TECT Knows Best
Once you’ve failed at everything, what next?
You are to be sent as a colonist to the agricultural world of Epsilon Eridani, Planet D. You will be part of an integrated farming community. Your future successes and failures will thus be of no consequence to the community at large here on Earth, yet you will be placed in an environment which will remand much of you and reward you with peace and satisfaction.**
Since TECT, the machine to which humans had conceded the government of their lives, ordered Sandor Courane into exile on Planet D (which the colonists inevitably called Home), he had no choice but to go. And on Home, Sandor found respite from his failures on Earth (TECT had mercifully given him 3 chances: as a basketball player, a science fiction writer, and a factory worker) and a community whose work filled him with pride. But Sandor also discovered that on Home, there were two types of colonists: patients infected with a terrible fatal neurological disorder, and prisoners to take care of them as they forget everyone and everything they once loved. What caused D syndrome? Why would TECT let this happen?

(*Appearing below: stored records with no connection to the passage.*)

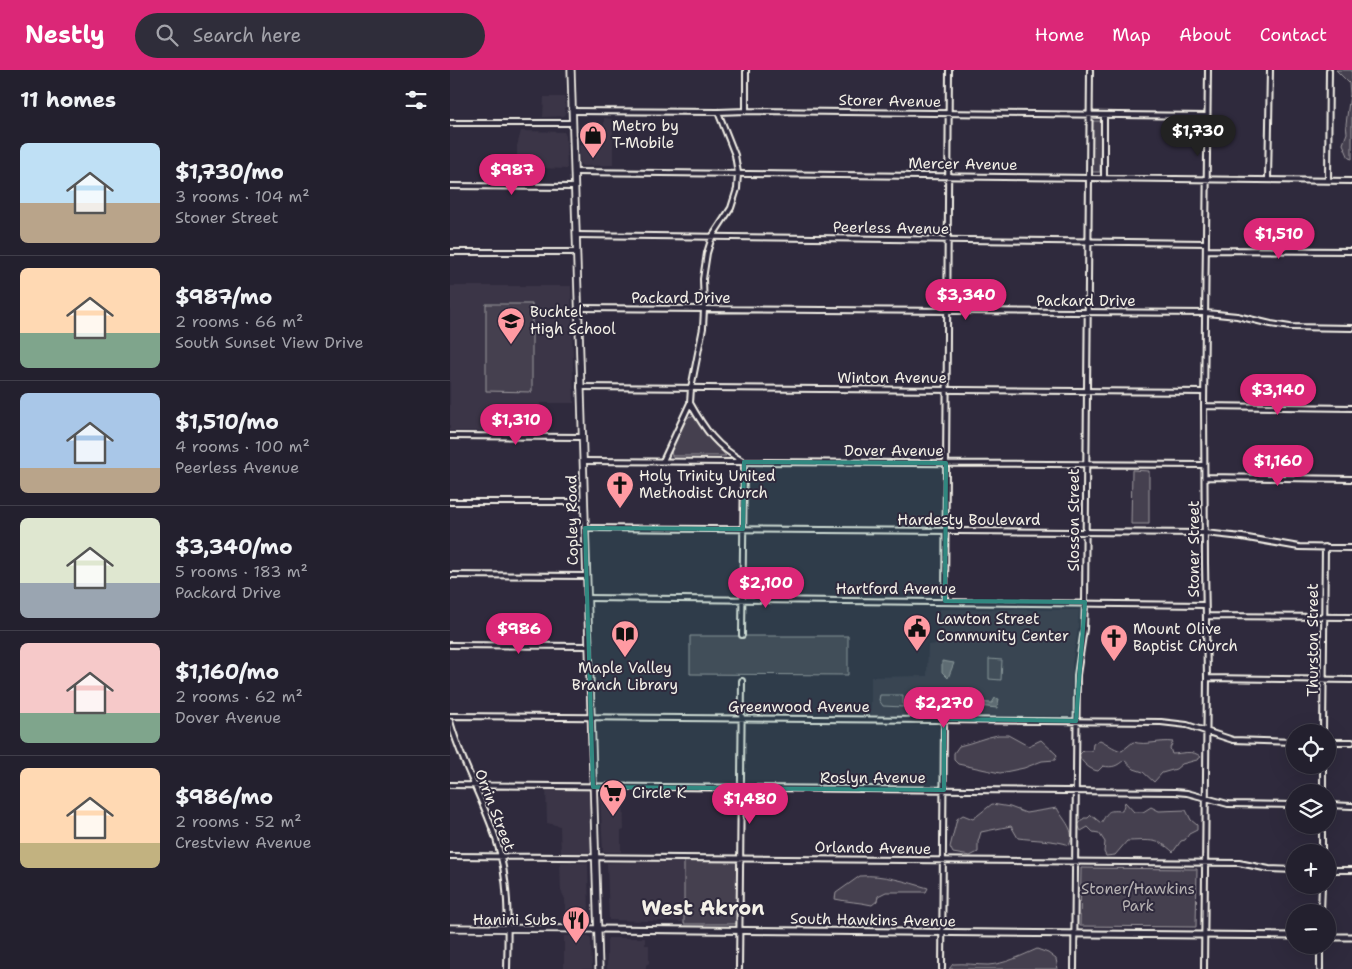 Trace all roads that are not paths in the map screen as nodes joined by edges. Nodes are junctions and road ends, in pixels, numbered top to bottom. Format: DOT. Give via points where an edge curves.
graph roads {
  1 [pos="570,70"];
  2 [pos="746,70"];
  3 [pos="949,70"];
  4 [pos="1090,70"];
  5 [pos="1208,70"];
  6 [pos="1270,70"];
  7 [pos="1329,70"];
  8 [pos="746,110"];
  9 [pos="572,111"];
  10 [pos="718,112"];
  11 [pos="949,113"];
  12 [pos="1089,115"];
  13 [pos="1104,116"];
  14 [pos="1208,116"];
  15 [pos="450,123"];
  16 [pos="572,124"];
  17 [pos="574,172"];
  18 [pos="738,173"];
  19 [pos="948,175"];
  20 [pos="1089,177"];
  21 [pos="1104,177"];
  22 [pos="1207,178"];
  23 [pos="1268,179"];
  24 [pos="1328,180"];
  25 [pos="1352,180"];
  26 [pos="450,186"];
  27 [pos="574,187"];
  28 [pos="576,235"];
  29 [pos="712,237"];
  30 [pos="948,240"];
  31 [pos="1088,242"];
  32 [pos="1206,243"];
  33 [pos="1206,250"];
  34 [pos="1352,251"];
  35 [pos="450,252"];
  36 [pos="576,252"];
  37 [pos="578,308"];
  38 [pos="704,309"];
  39 [pos="948,311"];
  40 [pos="1087,312"];
  41 [pos="1206,314"];
  42 [pos="1352,328"];
  43 [pos="580,387"];
  44 [pos="691,388"];
  45 [pos="947,390"];
  46 [pos="1087,392"];
  47 [pos="1204,392"];
  48 [pos="690,403"];
  49 [pos="1204,406"];
  50 [pos="1352,408"];
  51 [pos="450,436"];
  52 [pos="582,437"];
  53 [pos="583,460"];
  54 [pos="663,461"];
  55 [pos="744,462"];
  56 [pos="946,463"];
  57 [pos="1086,464"];
  58 [pos="1204,465"];
  59 [pos="1204,476"];
  60 [pos="1352,479"];
  61 [pos="450,502"];
  62 [pos="584,502"];
  63 [pos="584,528"];
  64 [pos="743,529"];
  65 [pos="946,531"];
  66 [pos="1086,532"];
  67 [pos="1205,533"];
  68 [pos="1325,547"];
  69 [pos="1352,548"];
  70 [pos="450,575"];
  71 [pos="586,576"];
  72 [pos="587,598"];
  73 [pos="742,600"];
  74 [pos="945,601"];
  75 [pos="1085,602"];
  76 [pos="1205,605"];
  77 [pos="1206,616"];
  78 [pos="1324,616"];
  79 [pos="1352,617"];
  80 [pos="742,635"];
  81 [pos="450,645"];
  82 [pos="588,646"];
  83 [pos="1207,678"];
  84 [pos="1324,679"];
  85 [pos="1352,680"];
  86 [pos="742,681"];
  87 [pos="450,716"];
  88 [pos="590,716"];
  89 [pos="741,718"];
  90 [pos="944,719"];
  91 [pos="450,721"];
  92 [pos="1076,721"];
  93 [pos="1323,724"];
  94 [pos="1206,731"];
  95 [pos="1286,742"];
  96 [pos="1336,742"];
  97 [pos="1352,742"];
  98 [pos="450,785"];
  99 [pos="475,786"];
  100 [pos="593,787"];
  101 [pos="741,788"];
  102 [pos="944,790"];
  103 [pos="1075,791"];
  104 [pos="1205,798"];
  105 [pos="1286,805"];
  106 [pos="1336,805"];
  107 [pos="1352,806"];
  108 [pos="450,856"];
  109 [pos="501,856"];
  110 [pos="595,857"];
  111 [pos="740,858"];
  112 [pos="943,860"];
  113 [pos="1075,862"];
  114 [pos="1204,863"];
  115 [pos="1286,870"];
  116 [pos="1336,870"];
  117 [pos="1352,870"];
  118 [pos="450,928"];
  119 [pos="508,928"];
  120 [pos="598,929"];
  121 [pos="740,930"];
  122 [pos="942,933"];
  123 [pos="1074,934"];
  124 [pos="1204,935"];
  125 [pos="1286,936"];
  126 [pos="1336,937"];
  127 [pos="1352,937"];
  128 [pos="1320,954"];
  129 [pos="507,969"];
  130 [pos="599,969"];
  131 [pos="739,969"];
  132 [pos="942,969"];
  133 [pos="1074,969"];
  134 [pos="1204,969"];
  135 [pos="1320,969"];
  1 -- 9 [label="main road, Copley Road"];
  2 -- 8 [label="street"];
  3 -- 11 [label="street"];
  4 -- 12 [label="street, Slosson Street"];
  5 -- 14 [label="street"];
  6 -- 23 [label="street"];
  7 -- 24 [label="street"];
  8 -- 10 [label="street, Storer Avenue"];
  8 -- 11 [label="street, Storer Avenue"];
  9 -- 10 [label="street, Storer Avenue"];
  9 -- 16 [label="main road, Copley Road"];
  10 -- 18 [label="street" via="734,151"];
  11 -- 12 [label="street, Storer Avenue"];
  11 -- 19 [label="street"];
  12 -- 13 [label="street, Storer Avenue"];
  12 -- 20 [label="street, Slosson Street"];
  13 -- 14 [label="street, Storer Avenue"];
  13 -- 21 [label="street"];
  14 -- 22 [label="street"];
  15 -- 16 [label="street"];
  16 -- 17 [label="main road, Copley Road"];
  17 -- 18 [label="street, Mercer Avenue"];
  17 -- 27 [label="main road, Copley Road"];
  18 -- 19 [label="street, Mercer Avenue"];
  18 -- 29 [label="street" via="731,208"];
  19 -- 20 [label="street, Mercer Avenue"];
  19 -- 30 [label="street"];
  20 -- 21 [label="street, Mercer Avenue"];
  20 -- 31 [label="street, Slosson Street"];
  21 -- 22 [label="street, Mercer Avenue"];
  22 -- 23 [label="street, Mercer Avenue"];
  22 -- 32 [label="street"];
  23 -- 24 [label="street, Mercer Avenue"];
  24 -- 25 [label="street, Mercer Avenue"];
  26 -- 27 [label="street"];
  27 -- 28 [label="main road, Copley Road"];
  28 -- 29 [label="street, Peerless Avenue"];
  28 -- 36 [label="main road, Copley Road"];
  29 -- 30 [label="street, Peerless Avenue"];
  29 -- 38 [label="street" via="703,272"];
  30 -- 31 [label="street, Peerless Avenue"];
  30 -- 39 [label="street"];
  31 -- 32 [label="street, Peerless Avenue"];
  31 -- 40 [label="street, Slosson Street"];
  32 -- 33 [label="street, Stoner Street"];
  33 -- 34 [label="street"];
  33 -- 41 [label="street, Stoner Street"];
  35 -- 36 [label="street"];
  36 -- 37 [label="main road, Copley Road"];
  37 -- 38 [label="street, Packard Drive"];
  37 -- 43 [label="main road, Copley Road"];
  38 -- 39 [label="street, Packard Drive"];
  38 -- 44 [label="street"];
  39 -- 40 [label="street, Packard Drive"];
  39 -- 45 [label="street"];
  40 -- 41 [label="street, Packard Drive"];
  40 -- 46 [label="street, Slosson Street"];
  41 -- 42 [label="street, Packard Drive" via="1237,316 1290,327"];
  41 -- 47 [label="street, Stoner Street"];
  43 -- 44 [label="street, Winton Avenue"];
  43 -- 52 [label="main road, Copley Road"];
  44 -- 45 [label="street, Winton Avenue"];
  44 -- 48 [label="street"];
  45 -- 46 [label="street, Winton Avenue"];
  45 -- 56 [label="street"];
  46 -- 47 [label="street, Winton Avenue"];
  46 -- 57 [label="street, Slosson Street"];
  47 -- 49 [label="street, Stoner Street"];
  48 -- 54 [label="street"];
  48 -- 55 [label="street" via="715,441"];
  49 -- 50 [label="street"];
  49 -- 58 [label="street, Stoner Street"];
  51 -- 52 [label="street"];
  52 -- 53 [label="main road, Copley Road"];
  53 -- 54 [label="street, Dover Avenue"];
  53 -- 62 [label="main road, Copley Road"];
  54 -- 55 [label="street, Dover Avenue"];
  55 -- 56 [label="street, Dover Avenue"];
  55 -- 64 [label="street"];
  56 -- 57 [label="street, Dover Avenue"];
  56 -- 65 [label="street"];
  57 -- 58 [label="street, Dover Avenue"];
  57 -- 66 [label="street, Slosson Street"];
  58 -- 59 [label="street, Stoner Street"];
  59 -- 60 [label="street"];
  59 -- 67 [label="street, Stoner Street"];
  61 -- 62 [label="street"];
  62 -- 63 [label="main road, Copley Road"];
  63 -- 64 [label="street, Hardesty Boulevard"];
  63 -- 71 [label="main road, Copley Road"];
  64 -- 65 [label="street, Hardesty Boulevard"];
  64 -- 73 [label="street"];
  65 -- 66 [label="street, Hardesty Boulevard"];
  65 -- 74 [label="street"];
  66 -- 67 [label="street, Hardesty Boulevard"];
  66 -- 75 [label="street, Slosson Street"];
  67 -- 68 [label="street, Hardesty Boulevard" via="1284,545"];
  67 -- 76 [label="street, Stoner Street"];
  68 -- 69 [label="street, Hardesty Boulevard"];
  68 -- 78 [label="street, Thurston Street"];
  70 -- 71 [label="street"];
  71 -- 72 [label="main road, Copley Road"];
  72 -- 73 [label="street, Hartford Avenue"];
  72 -- 82 [label="main road, Copley Road"];
  73 -- 74 [label="street, Hartford Avenue"];
  73 -- 80 [label="street"];
  74 -- 75 [label="street, Hartford Avenue"];
  75 -- 76 [label="street, Hartford Avenue"];
  75 -- 92 [label="street, Slosson Street"];
  76 -- 77 [label="street, Stoner Street"];
  77 -- 78 [label="street"];
  77 -- 83 [label="street, Stoner Street"];
  78 -- 79 [label="street"];
  78 -- 84 [label="street, Thurston Street"];
  81 -- 82 [label="street"];
  82 -- 88 [label="main road, Copley Road"];
  83 -- 84 [label="street"];
  83 -- 94 [label="street, Stoner Street"];
  84 -- 85 [label="street"];
  84 -- 93 [label="street, Thurston Street"];
  86 -- 89 [label="street"];
  87 -- 88 [label="street, Greenwood Avenue"];
  88 -- 89 [label="street, Greenwood Avenue"];
  88 -- 100 [label="main road, Copley Road"];
  89 -- 90 [label="street, Greenwood Avenue"];
  89 -- 101 [label="street"];
  90 -- 92 [label="street, Greenwood Avenue"];
  90 -- 102 [label="street"];
  91 -- 99 [label="street, Orrin Street"];
  92 -- 94 [label="street, Greenwood Avenue" via="1176,723"];
  92 -- 103 [label="street, Slosson Street"];
  94 -- 95 [label="street, Greenwood Avenue" via="1240,740"];
  94 -- 104 [label="street, Stoner Street"];
  96 -- 97 [label="street"];
  98 -- 99 [label="street, Roslyn Avenue"];
  99 -- 100 [label="street, Roslyn Avenue"];
  99 -- 109 [label="street, Orrin Street"];
  100 -- 101 [label="street, Roslyn Avenue"];
  100 -- 110 [label="main road, Copley Road"];
  101 -- 102 [label="street, Roslyn Avenue"];
  101 -- 111 [label="street"];
  102 -- 103 [label="street, Roslyn Avenue"];
  102 -- 112 [label="street"];
  103 -- 104 [label="street, Roslyn Avenue" via="1175,792"];
  103 -- 113 [label="street, Slosson Street"];
  104 -- 105 [label="street, Roslyn Avenue" via="1228,804"];
  104 -- 114 [label="street, Stoner Street"];
  106 -- 107 [label="street"];
  108 -- 109 [label="street, Orlando Avenue"];
  109 -- 110 [label="street, Orlando Avenue"];
  109 -- 119 [label="street, Orrin Street"];
  110 -- 111 [label="street, Orlando Avenue"];
  110 -- 120 [label="main road, Copley Road"];
  111 -- 112 [label="street, Orlando Avenue"];
  111 -- 121 [label="street"];
  112 -- 113 [label="street, Orlando Avenue"];
  112 -- 122 [label="street"];
  113 -- 114 [label="street, Orlando Avenue"];
  113 -- 123 [label="street, Slosson Street"];
  114 -- 115 [label="street, Orlando Avenue" via="1239,863"];
  114 -- 124 [label="street, Stoner Street"];
  116 -- 117 [label="street"];
  118 -- 119 [label="main road, South Hawkins Avenue"];
  119 -- 120 [label="main road, South Hawkins Avenue"];
  119 -- 129 [label="street, Orrin Street"];
  120 -- 121 [label="street, South Hawkins Avenue"];
  120 -- 130 [label="main road, Copley Road"];
  121 -- 122 [label="street, South Hawkins Avenue"];
  121 -- 131 [label="street"];
  122 -- 123 [label="street, South Hawkins Avenue"];
  122 -- 132 [label="street"];
  123 -- 124 [label="street, South Hawkins Avenue"];
  123 -- 133 [label="street, Slosson Street"];
  124 -- 125 [label="street, South Hawkins Avenue"];
  124 -- 134 [label="street, Stoner Street"];
  126 -- 127 [label="street"];
  128 -- 135 [label="street"];
}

George Alec Effinger’s short novel The Wolves of Memory (1981) is a neglected small masterpiece by an under-read SF writer. Effinger is best known for his vivid, violent novels about a detective in an sfnal desert town based on New Orleans, starting with When Gravity Fails (1987). He died young, in 2002. The Wolves of Memory is a striking meditation on technology and empathy.
The key relationship in the book is between Courane and TECT. TECT (who is the slightest bit dated, since characters communicate with it only through typing or speaking to terminals) is characterized with biting wit, an all-controlling computer that is constantly exasperated and angered by human frailty. TECT is nosy and capricious in the guise of protecting humanity from its failings. And Sandor is a shlubby everyman that Effinger used in other stories; you can find Wolves in a recent collection of Courane stories called A Thousand Deaths. In Wolves Sandor becomes a stable, kind part of D’s farming community, but finds himself wholly incapable of finding a cure for D syndrome, saving any of his friends from death, and remembering the things he needs to remember: a failure just like he was on Earth. TECT is generally very sarcastic with Sandor, but maybe TECT doesn’t have everything under control like the humans think it does. And as Courane loses his memory, what really happened, and what TECT is really planning, becomes more and more unclear.
Read The Wolves of Memory for a book that, with humor, critiques human relationships with technology, and makes us care about TECT’s pawns and even, maybe, TECT itself.